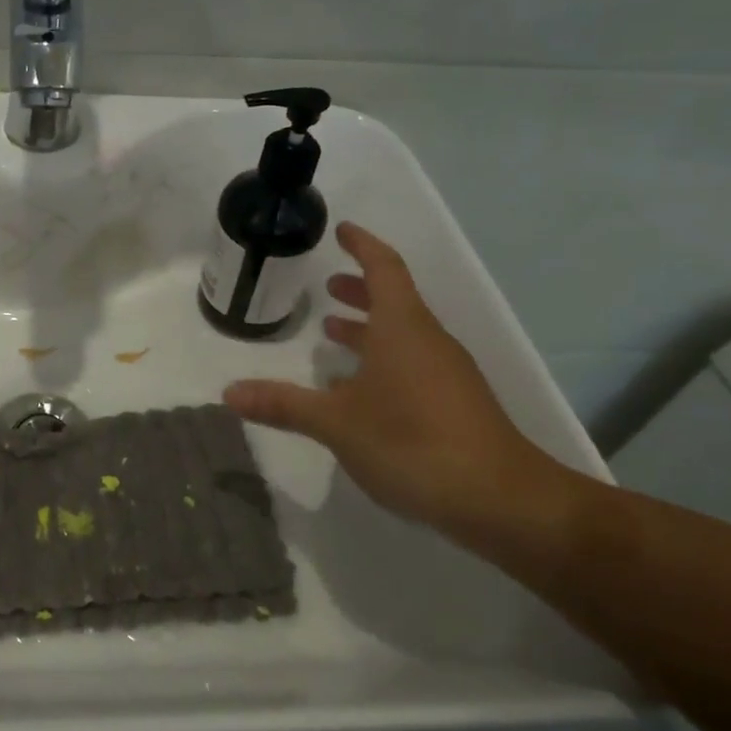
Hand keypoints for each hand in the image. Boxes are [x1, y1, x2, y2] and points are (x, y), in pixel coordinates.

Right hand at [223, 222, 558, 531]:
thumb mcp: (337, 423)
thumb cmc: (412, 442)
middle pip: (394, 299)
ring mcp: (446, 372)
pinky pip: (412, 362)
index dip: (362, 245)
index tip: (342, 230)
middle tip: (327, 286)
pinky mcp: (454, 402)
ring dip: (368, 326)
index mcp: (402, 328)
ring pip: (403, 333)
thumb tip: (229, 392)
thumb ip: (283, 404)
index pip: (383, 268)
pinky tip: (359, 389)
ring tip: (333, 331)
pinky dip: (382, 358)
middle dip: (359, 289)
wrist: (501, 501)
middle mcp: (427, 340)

---

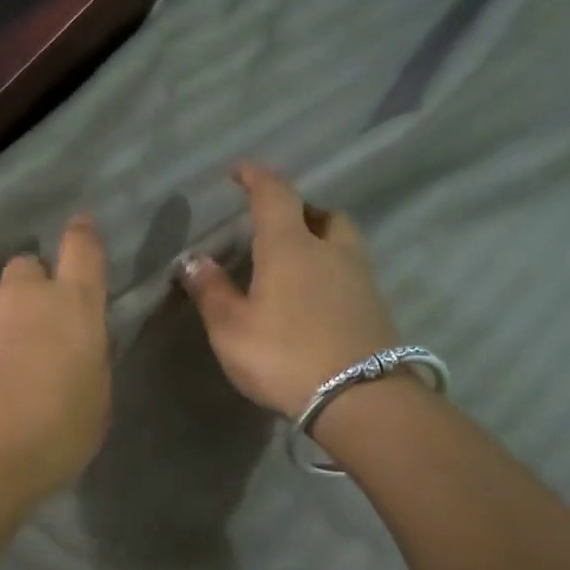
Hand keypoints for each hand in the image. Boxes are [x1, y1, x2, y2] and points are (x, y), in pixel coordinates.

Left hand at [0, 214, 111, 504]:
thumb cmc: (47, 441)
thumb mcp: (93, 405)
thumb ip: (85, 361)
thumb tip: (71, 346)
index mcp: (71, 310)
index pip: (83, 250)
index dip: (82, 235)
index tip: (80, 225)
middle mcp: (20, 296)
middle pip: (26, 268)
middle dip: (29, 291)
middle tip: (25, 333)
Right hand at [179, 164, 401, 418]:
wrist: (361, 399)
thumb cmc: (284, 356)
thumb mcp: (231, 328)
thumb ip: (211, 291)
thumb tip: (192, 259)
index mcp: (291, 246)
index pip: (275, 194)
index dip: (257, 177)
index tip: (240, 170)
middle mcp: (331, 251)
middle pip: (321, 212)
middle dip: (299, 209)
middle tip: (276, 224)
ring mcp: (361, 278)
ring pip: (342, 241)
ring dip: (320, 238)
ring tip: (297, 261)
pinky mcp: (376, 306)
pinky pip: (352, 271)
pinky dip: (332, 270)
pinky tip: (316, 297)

:: WHAT IS EXPECTED ::
Retype, in the same exact form, the lines of the material above from the line holding "ring mcp: (361, 278)" through the line holding "pinky tip: (316, 297)".

:: FINAL ANSWER ::
ring mcp: (361, 278)
ring pip: (342, 241)
ring dip: (320, 238)
ring tip: (297, 261)
pinky mcp: (376, 306)
pinky pip: (352, 271)
pinky dip: (332, 270)
pinky tip: (316, 297)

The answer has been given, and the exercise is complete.